SOURCE MATERIAL: Begin

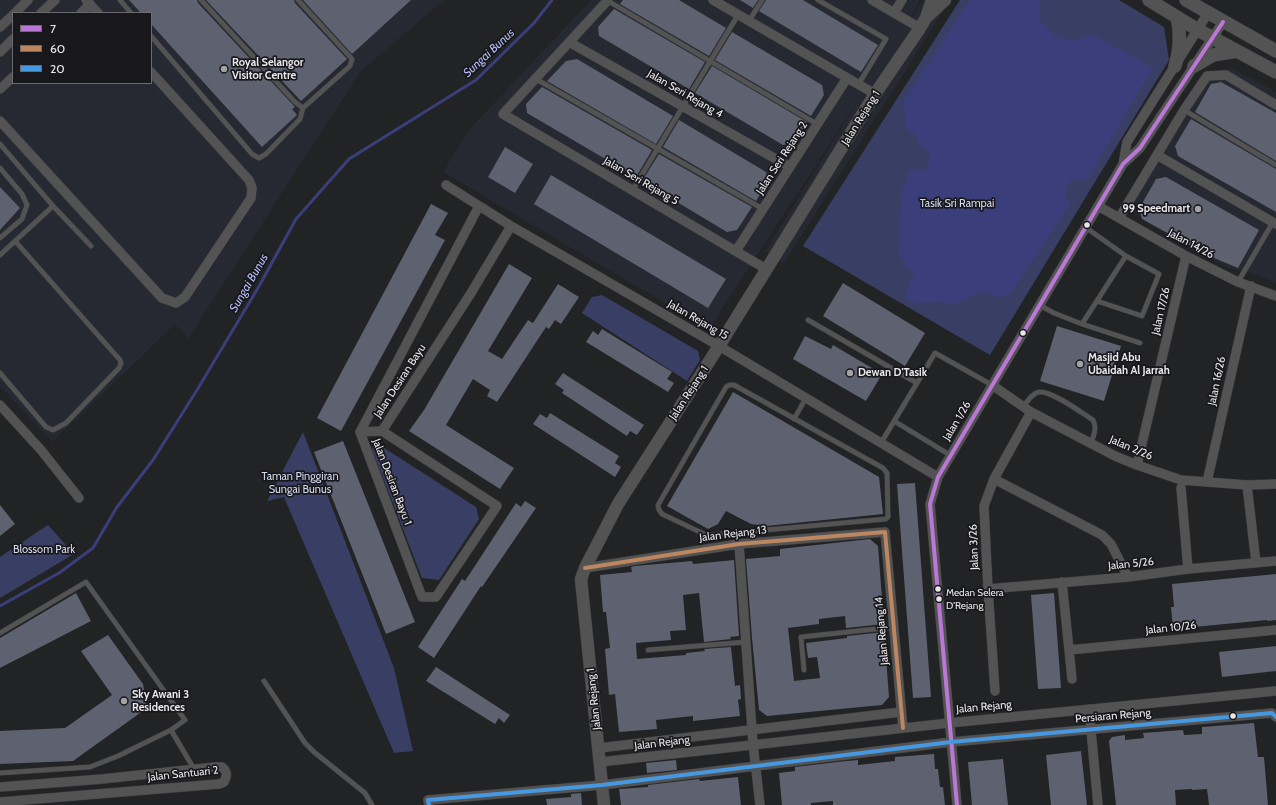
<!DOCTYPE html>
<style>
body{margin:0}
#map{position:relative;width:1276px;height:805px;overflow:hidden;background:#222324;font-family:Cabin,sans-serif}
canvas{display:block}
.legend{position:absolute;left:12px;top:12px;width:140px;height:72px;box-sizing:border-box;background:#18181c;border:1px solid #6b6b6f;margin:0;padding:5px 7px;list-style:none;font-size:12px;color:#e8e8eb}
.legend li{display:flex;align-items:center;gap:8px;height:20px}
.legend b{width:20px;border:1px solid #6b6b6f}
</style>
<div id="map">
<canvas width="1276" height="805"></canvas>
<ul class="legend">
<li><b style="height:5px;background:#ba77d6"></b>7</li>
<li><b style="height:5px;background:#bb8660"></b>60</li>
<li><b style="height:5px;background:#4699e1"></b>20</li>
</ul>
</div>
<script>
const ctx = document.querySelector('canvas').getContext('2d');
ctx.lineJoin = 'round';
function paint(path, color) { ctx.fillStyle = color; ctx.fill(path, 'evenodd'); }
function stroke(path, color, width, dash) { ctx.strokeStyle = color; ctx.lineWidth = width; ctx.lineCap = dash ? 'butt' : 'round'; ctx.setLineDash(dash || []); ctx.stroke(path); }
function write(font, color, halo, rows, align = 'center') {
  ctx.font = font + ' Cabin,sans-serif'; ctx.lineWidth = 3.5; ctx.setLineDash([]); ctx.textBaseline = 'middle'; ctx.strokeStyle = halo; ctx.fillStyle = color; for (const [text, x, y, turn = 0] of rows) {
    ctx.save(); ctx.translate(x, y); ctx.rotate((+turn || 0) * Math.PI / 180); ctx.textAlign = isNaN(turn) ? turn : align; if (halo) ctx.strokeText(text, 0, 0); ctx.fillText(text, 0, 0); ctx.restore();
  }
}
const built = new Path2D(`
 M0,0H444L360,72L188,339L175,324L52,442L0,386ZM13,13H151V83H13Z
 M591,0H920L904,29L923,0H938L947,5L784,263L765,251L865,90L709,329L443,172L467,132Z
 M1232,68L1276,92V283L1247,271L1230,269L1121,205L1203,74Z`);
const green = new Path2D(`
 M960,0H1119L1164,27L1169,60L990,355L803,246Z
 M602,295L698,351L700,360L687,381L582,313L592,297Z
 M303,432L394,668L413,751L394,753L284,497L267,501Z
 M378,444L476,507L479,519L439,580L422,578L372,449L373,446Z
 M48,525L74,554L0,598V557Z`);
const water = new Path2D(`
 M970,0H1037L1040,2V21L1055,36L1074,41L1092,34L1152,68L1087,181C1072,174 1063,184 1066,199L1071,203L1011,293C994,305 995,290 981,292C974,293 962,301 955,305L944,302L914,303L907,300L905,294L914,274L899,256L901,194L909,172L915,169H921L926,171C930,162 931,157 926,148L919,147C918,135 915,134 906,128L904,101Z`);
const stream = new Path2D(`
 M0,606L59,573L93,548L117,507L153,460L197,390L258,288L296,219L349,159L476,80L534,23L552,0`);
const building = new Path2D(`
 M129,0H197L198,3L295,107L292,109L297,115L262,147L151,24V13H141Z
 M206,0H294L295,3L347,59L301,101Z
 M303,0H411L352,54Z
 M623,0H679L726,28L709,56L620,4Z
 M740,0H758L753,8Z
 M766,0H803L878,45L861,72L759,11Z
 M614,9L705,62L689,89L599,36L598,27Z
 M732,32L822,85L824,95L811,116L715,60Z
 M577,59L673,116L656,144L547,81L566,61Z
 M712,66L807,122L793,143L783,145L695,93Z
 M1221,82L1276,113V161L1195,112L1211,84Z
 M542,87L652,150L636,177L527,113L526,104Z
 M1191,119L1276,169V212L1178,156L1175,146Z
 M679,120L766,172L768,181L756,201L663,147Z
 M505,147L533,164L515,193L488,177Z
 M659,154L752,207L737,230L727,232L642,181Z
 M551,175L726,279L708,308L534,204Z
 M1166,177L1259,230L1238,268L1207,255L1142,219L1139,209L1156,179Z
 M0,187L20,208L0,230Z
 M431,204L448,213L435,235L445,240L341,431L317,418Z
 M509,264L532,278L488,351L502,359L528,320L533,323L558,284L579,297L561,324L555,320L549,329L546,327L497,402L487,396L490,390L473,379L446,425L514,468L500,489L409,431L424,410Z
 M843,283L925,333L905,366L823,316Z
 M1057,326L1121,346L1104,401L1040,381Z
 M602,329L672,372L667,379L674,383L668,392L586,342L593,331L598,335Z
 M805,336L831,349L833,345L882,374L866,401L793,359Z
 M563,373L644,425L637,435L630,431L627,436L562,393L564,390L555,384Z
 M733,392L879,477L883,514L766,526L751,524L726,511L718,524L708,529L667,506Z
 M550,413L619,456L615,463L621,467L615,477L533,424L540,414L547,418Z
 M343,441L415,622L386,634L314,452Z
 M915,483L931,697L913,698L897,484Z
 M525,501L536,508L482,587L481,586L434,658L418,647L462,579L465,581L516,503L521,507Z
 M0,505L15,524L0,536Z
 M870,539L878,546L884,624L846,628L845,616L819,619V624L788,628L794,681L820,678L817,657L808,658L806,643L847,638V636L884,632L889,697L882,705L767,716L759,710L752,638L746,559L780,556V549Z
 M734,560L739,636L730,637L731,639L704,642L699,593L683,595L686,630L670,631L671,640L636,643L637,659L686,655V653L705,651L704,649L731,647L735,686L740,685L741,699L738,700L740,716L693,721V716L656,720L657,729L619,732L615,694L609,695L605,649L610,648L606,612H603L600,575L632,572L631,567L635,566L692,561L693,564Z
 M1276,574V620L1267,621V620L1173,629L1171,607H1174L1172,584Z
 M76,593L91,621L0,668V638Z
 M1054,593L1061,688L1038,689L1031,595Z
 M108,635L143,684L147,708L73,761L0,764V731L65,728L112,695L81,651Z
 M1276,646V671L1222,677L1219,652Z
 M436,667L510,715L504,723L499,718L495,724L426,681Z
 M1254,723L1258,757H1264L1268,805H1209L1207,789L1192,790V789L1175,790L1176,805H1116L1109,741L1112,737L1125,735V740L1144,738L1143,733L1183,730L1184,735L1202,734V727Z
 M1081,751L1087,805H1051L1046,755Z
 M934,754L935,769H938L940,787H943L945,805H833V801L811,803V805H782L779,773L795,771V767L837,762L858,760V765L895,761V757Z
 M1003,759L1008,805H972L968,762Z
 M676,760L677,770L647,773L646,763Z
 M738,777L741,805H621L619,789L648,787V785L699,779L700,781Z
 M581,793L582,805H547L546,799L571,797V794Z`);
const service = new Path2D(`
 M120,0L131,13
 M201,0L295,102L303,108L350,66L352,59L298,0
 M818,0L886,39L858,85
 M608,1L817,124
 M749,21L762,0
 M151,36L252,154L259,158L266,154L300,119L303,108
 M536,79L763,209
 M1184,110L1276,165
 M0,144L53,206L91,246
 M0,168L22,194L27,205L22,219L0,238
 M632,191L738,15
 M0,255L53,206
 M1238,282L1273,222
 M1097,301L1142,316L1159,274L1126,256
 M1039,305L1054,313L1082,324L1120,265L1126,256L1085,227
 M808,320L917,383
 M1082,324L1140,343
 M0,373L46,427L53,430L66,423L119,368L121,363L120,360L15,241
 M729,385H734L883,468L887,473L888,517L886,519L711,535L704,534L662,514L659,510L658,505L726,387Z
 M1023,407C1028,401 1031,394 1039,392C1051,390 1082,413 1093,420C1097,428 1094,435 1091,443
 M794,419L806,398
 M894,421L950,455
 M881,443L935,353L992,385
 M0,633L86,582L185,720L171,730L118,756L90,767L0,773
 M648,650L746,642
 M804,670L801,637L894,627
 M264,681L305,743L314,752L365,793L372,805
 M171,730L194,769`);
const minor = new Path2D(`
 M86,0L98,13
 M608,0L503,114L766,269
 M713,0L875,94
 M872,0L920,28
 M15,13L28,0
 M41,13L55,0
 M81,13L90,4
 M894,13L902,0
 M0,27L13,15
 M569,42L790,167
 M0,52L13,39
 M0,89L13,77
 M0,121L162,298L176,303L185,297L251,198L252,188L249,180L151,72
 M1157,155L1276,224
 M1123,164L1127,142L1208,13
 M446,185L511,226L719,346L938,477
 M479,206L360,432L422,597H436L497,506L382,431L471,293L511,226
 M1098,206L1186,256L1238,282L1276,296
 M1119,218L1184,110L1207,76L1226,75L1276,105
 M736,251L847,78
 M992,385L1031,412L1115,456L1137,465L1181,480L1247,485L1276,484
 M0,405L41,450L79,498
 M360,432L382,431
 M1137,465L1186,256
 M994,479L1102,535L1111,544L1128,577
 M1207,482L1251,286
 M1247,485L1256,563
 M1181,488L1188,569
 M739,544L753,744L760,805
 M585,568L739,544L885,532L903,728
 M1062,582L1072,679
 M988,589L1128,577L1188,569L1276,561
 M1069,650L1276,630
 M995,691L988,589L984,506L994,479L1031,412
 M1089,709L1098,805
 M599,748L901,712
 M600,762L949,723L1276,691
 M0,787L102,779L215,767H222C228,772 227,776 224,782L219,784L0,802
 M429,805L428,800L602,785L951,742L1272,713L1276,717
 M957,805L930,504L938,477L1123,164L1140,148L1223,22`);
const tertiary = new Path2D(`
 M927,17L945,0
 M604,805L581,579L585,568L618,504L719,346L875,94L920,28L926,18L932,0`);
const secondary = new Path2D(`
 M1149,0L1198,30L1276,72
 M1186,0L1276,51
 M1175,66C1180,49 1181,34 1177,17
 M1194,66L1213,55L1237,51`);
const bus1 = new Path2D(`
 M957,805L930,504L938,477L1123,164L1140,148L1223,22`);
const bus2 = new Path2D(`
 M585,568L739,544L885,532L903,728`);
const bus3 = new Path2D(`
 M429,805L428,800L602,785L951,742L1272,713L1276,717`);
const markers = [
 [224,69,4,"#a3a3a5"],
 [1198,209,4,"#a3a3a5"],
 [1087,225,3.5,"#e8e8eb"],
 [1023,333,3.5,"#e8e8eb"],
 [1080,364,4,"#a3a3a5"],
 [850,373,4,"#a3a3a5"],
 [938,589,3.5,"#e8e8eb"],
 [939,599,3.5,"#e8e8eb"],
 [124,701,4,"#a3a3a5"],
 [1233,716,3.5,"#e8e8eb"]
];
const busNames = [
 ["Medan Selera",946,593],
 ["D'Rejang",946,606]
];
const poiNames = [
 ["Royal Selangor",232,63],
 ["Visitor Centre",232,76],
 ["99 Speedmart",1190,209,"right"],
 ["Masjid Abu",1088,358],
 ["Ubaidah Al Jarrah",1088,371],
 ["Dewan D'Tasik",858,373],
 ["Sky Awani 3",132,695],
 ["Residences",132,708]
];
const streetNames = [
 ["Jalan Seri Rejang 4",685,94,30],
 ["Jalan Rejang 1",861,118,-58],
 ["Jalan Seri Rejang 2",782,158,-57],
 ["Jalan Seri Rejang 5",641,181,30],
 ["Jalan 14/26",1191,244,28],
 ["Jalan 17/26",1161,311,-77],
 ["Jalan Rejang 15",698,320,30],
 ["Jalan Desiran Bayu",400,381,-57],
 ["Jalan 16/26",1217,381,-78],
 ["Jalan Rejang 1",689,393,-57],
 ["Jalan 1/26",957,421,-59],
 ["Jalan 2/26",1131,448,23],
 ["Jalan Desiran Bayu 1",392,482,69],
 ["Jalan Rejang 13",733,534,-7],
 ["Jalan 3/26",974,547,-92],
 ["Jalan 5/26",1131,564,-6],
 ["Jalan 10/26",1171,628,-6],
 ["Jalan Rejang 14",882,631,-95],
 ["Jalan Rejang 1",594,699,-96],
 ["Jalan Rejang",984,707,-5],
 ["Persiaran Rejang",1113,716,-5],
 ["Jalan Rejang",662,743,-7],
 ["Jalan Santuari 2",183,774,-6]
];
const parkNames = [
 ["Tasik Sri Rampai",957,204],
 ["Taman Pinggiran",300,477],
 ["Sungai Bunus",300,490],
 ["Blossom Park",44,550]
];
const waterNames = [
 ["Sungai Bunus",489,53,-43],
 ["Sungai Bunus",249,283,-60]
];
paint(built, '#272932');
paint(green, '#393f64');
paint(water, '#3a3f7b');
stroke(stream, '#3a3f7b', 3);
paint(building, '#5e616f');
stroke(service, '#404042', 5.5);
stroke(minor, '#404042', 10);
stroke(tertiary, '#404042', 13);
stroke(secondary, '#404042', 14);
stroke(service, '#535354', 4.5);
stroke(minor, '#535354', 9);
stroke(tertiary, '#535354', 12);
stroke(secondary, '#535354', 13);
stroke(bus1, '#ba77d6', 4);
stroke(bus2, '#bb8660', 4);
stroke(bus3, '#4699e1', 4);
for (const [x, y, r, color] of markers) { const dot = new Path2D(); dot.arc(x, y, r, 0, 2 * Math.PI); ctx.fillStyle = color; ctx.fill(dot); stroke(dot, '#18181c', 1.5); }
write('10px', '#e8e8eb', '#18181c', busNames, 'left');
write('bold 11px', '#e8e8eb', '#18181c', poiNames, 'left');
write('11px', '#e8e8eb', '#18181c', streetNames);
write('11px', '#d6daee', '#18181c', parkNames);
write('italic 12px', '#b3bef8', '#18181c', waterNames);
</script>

SOURCE MATERIAL: End

WORK INSTRUCTIONS: An exact, complete copy of the lines above from the one with "M0,373L46,427L53,430L66,423L119,368L121,363L120,360L15,241" through the one with "M1069,650L1276,630" is the whole answer.

ANSWER BOX:
 M0,373L46,427L53,430L66,423L119,368L121,363L120,360L15,241
 M729,385H734L883,468L887,473L888,517L886,519L711,535L704,534L662,514L659,510L658,505L726,387Z
 M1023,407C1028,401 1031,394 1039,392C1051,390 1082,413 1093,420C1097,428 1094,435 1091,443
 M794,419L806,398
 M894,421L950,455
 M881,443L935,353L992,385
 M0,633L86,582L185,720L171,730L118,756L90,767L0,773
 M648,650L746,642
 M804,670L801,637L894,627
 M264,681L305,743L314,752L365,793L372,805
 M171,730L194,769`);
const minor = new Path2D(`
 M86,0L98,13
 M608,0L503,114L766,269
 M713,0L875,94
 M872,0L920,28
 M15,13L28,0
 M41,13L55,0
 M81,13L90,4
 M894,13L902,0
 M0,27L13,15
 M569,42L790,167
 M0,52L13,39
 M0,89L13,77
 M0,121L162,298L176,303L185,297L251,198L252,188L249,180L151,72
 M1157,155L1276,224
 M1123,164L1127,142L1208,13
 M446,185L511,226L719,346L938,477
 M479,206L360,432L422,597H436L497,506L382,431L471,293L511,226
 M1098,206L1186,256L1238,282L1276,296
 M1119,218L1184,110L1207,76L1226,75L1276,105
 M736,251L847,78
 M992,385L1031,412L1115,456L1137,465L1181,480L1247,485L1276,484
 M0,405L41,450L79,498
 M360,432L382,431
 M1137,465L1186,256
 M994,479L1102,535L1111,544L1128,577
 M1207,482L1251,286
 M1247,485L1256,563
 M1181,488L1188,569
 M739,544L753,744L760,805
 M585,568L739,544L885,532L903,728
 M1062,582L1072,679
 M988,589L1128,577L1188,569L1276,561
 M1069,650L1276,630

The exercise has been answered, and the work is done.